L’emploi et la politique sociale ont été deux parmi de nombreux sujets sur lesquels ont insisté les États dont l’Autriche ou le Danemark. Les États nordiques ont également poussé le dossier du développement durable et l’intégration des considérations environnementales dans la politique agricole commune et la politique des transports.
L’extension de la majorité qualifiée dans le processus de décision a été parmi les sujets les plus controversés de même que le poids des votes au conseil des ministres. L’introduction de la majorité qualifiée dans certains domaines peut vouloir dire que les États sont en minorité au Conseil des ministres. L’exemple du Danemark est représentatif. L’introduction de la majorité qualifiée dans le domaine environnemental pourrait menacer les normes environnementales au Danemark qui sont plus élevées que partout ailleurs dans l’ue. Modifier le vote au Conseil qui mènerait nécessairement au renforcement de la position des grands États devrait être mené de concert avec la renforcement du rôle de la Commission et l’extension de la majorité qualifiée. Un compromis a été trouvé à la réunion de Ionnina en Grèce en 1994. La minorité de blocage a été fixée à 27 voix à la condition que le Conseil recherche une solution satisfaisante s’il y avait une minorité entre 23 et 26 votes contre une proposition. Ce problème est récurrent dans l’ue et l’élargissement de l’ue à 25 ne l’a pas résolu. Le poids de votes figurait aussi lors des négociations du traité de Nice. Aucun compromis n’a été trouvé et l’Espagne a été un adversaire des autres pays de l’ue dans ce dossier.

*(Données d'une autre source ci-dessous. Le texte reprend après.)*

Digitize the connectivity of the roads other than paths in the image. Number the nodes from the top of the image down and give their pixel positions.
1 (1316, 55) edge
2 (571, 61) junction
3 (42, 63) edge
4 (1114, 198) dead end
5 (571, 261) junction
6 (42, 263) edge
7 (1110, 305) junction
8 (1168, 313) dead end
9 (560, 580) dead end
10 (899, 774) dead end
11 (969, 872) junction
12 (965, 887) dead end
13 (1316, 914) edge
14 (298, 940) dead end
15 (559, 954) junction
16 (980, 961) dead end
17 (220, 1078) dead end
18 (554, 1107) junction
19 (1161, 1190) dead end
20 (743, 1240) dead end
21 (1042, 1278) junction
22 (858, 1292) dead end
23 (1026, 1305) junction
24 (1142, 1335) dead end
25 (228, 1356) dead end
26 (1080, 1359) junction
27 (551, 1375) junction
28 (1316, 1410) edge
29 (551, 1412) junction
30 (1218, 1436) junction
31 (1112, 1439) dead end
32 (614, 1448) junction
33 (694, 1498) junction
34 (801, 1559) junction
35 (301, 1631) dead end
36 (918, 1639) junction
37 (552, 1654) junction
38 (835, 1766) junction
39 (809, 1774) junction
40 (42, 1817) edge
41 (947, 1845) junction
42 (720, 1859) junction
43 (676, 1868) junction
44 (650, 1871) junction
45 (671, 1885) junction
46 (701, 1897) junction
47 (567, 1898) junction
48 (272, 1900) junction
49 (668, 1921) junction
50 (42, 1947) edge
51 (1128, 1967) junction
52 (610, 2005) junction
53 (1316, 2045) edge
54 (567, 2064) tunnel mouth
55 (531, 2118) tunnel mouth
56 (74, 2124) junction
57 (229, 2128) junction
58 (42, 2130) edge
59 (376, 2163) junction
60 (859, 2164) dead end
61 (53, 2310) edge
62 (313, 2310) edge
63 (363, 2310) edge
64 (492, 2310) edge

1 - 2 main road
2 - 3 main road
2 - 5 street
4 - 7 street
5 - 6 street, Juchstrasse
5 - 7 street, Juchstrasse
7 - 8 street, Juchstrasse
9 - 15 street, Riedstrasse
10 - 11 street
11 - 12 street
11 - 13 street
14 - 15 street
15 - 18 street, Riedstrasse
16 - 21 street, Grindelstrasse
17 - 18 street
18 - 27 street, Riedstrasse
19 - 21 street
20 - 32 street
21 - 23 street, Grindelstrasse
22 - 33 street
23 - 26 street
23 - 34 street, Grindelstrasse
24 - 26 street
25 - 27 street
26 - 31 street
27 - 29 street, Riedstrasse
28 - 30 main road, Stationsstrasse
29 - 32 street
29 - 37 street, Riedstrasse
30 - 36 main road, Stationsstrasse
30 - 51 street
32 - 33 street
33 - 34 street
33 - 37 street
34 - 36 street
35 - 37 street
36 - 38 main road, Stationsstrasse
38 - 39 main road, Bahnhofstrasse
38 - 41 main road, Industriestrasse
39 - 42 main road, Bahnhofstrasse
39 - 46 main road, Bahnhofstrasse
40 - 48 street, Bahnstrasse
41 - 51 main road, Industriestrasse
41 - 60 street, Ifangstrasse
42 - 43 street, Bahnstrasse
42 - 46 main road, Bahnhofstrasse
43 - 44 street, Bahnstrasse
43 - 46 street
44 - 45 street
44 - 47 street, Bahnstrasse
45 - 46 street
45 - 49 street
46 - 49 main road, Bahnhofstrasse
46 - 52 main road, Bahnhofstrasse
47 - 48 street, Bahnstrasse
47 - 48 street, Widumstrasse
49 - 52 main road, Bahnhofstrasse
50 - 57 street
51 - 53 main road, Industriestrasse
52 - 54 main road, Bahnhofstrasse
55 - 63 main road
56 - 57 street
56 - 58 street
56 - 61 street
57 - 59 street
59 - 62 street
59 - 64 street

Pour l’Allemagne, le sujet le plus important était l’élargissement de l’ue aux pays d’Europe centrale et orientale, le partenariat avec la Russie. Pour achever la stabilité en Europe, il serait nécessaire d’approfondir l’intégration, ce qui voulait dire : la réforme des institutions communautaires, le renforcement du noyau fort de l’ue, l’intensification des relations franco-allemandes, l’amélioration de la capacité de l’ue d’agir dans la politique étrangère et de sécurité commune. La position allemande a été largement influencée par les intérêts des Länders.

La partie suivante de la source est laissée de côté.